On progresse sur le chemin des Chevaliers au-dessus de la scierie du Pontet, à travers le sous-bois où brillent des mousses phosphorescentes parsemées de pieds de mouton. Troncs très sombres, rochers noirs, torrent. Je m’étale spectaculairement dans la boue d’une descente sans que les chiens n’y soient pour rien ni ne s’en émeuvent, qui réussissent même à me traîner un peu sur la glaise glissante. L’air est d’une tiédeur affolante. Des bandes de nuages blancs filent sur la colline en face, soulignant le contraste entre le vert vif des prés en contrebas et le jaune des mélèzes et des bouleaux plus hauts. Ce paysage de carte postale ne ressemble pas tout à fait à l’idée qu’on se fait de l’apocalypse ou d’une catastrophe, et pourtant… Les bouleaux dansent sur la piste du marais aux couleurs d’incendie. Ici je lâche les chiens qui jouent comme des fous, se poursuivent en grognant, s’attrapent, tombent dans l’eau l’un après l’autre sans en avoir jaugé la profondeur, en ressortent en s’ébrouant furieusement avant de relancer la course. Moi je reste là, en polo jaune, comme un arbre en automne ou un homme en été, savourant le spectacle. La fin du monde vue d’ici est superbe.

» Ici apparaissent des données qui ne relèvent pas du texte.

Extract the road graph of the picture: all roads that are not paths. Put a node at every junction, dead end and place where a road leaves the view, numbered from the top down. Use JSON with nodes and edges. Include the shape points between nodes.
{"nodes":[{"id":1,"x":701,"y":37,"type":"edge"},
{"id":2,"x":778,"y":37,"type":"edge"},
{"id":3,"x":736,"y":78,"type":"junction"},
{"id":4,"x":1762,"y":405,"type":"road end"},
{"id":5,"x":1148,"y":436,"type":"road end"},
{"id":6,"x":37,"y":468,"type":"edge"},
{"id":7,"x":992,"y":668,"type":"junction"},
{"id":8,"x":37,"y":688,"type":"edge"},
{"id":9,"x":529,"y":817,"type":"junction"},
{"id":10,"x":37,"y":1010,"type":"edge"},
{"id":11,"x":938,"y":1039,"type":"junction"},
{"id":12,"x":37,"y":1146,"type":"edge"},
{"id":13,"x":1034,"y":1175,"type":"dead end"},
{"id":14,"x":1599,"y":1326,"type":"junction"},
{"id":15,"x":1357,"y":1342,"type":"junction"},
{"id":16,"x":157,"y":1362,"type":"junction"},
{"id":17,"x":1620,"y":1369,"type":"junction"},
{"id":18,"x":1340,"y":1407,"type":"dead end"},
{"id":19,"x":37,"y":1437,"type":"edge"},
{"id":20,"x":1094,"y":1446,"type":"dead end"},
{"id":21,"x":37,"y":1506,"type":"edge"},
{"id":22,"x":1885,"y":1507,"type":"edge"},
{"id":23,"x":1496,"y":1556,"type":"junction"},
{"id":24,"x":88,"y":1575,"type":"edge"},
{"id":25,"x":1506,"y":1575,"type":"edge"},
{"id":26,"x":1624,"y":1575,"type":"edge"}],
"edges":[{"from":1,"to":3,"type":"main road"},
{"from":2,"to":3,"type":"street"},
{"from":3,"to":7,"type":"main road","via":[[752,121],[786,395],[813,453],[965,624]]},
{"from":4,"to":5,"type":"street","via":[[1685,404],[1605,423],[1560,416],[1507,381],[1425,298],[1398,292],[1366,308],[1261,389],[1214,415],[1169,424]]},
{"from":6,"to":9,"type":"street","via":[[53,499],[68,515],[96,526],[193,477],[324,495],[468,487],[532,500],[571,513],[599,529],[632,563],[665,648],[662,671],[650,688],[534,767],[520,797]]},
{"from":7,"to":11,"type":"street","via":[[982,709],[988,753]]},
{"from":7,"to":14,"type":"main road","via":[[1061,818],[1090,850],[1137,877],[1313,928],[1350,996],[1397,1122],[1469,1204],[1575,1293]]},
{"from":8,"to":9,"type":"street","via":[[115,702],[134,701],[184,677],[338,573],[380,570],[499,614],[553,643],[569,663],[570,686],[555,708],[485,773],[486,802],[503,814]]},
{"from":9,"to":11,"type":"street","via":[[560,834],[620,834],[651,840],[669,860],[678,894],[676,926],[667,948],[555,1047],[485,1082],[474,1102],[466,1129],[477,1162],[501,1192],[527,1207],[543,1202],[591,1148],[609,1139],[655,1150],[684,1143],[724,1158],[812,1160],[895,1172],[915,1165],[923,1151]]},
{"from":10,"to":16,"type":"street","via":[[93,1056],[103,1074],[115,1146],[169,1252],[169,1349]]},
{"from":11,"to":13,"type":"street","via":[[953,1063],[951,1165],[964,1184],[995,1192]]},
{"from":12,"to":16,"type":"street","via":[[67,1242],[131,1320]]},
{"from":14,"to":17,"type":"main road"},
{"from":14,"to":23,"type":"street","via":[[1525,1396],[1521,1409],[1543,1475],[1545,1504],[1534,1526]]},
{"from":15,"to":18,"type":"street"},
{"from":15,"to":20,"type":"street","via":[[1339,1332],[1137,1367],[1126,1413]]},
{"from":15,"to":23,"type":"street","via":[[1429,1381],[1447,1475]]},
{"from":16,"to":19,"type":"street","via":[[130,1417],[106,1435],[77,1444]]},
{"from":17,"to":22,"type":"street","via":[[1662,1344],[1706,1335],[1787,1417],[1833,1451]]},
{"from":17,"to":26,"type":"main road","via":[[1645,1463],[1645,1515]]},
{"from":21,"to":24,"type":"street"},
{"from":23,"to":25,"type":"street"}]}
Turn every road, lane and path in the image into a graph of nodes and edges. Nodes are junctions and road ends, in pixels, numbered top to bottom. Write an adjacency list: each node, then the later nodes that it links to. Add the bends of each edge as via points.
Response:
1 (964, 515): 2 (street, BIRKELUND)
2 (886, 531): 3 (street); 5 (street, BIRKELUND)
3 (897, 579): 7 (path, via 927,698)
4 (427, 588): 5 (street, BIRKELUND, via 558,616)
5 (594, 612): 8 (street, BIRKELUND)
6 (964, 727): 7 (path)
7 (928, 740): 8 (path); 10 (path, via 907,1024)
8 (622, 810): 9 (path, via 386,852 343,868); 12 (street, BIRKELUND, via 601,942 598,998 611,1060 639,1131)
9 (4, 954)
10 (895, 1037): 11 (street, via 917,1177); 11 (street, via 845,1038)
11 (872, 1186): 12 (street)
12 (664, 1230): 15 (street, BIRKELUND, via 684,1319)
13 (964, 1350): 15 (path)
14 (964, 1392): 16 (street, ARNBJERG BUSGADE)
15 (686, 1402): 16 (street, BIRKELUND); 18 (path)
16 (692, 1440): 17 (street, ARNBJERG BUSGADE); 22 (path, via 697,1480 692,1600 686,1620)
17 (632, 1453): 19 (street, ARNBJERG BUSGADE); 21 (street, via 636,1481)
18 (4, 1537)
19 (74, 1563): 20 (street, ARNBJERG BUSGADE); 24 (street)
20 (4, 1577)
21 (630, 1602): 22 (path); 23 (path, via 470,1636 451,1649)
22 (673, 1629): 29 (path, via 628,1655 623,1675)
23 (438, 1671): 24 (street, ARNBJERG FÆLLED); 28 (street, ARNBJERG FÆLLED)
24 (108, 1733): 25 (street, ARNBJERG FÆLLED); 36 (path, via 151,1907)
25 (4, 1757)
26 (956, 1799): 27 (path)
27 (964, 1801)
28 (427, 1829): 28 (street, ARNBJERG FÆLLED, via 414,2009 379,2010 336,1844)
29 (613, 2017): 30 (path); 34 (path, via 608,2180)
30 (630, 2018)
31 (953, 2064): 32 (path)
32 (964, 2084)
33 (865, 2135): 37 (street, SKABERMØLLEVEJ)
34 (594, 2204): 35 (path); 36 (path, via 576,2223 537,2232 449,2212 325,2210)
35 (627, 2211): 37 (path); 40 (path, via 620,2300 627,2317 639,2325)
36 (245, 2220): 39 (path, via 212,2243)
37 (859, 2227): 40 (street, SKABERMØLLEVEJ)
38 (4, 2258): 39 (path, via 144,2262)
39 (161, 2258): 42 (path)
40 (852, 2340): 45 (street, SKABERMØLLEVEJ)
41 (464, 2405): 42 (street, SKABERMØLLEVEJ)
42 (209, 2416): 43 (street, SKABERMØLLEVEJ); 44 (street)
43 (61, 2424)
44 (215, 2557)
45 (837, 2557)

Sur le chemin du retour, Nouchka s’empare de la laisse et promène Rimski, façon pour elle de jouer ou de reprendre la main, qui est pour elle la gueule, sur sa destinée ou les contraintes du chemin. L’humain derrière elle suit passivement, et se recasse la figure à peu près au même endroit qu’à l’allée dans la même pente boueuse.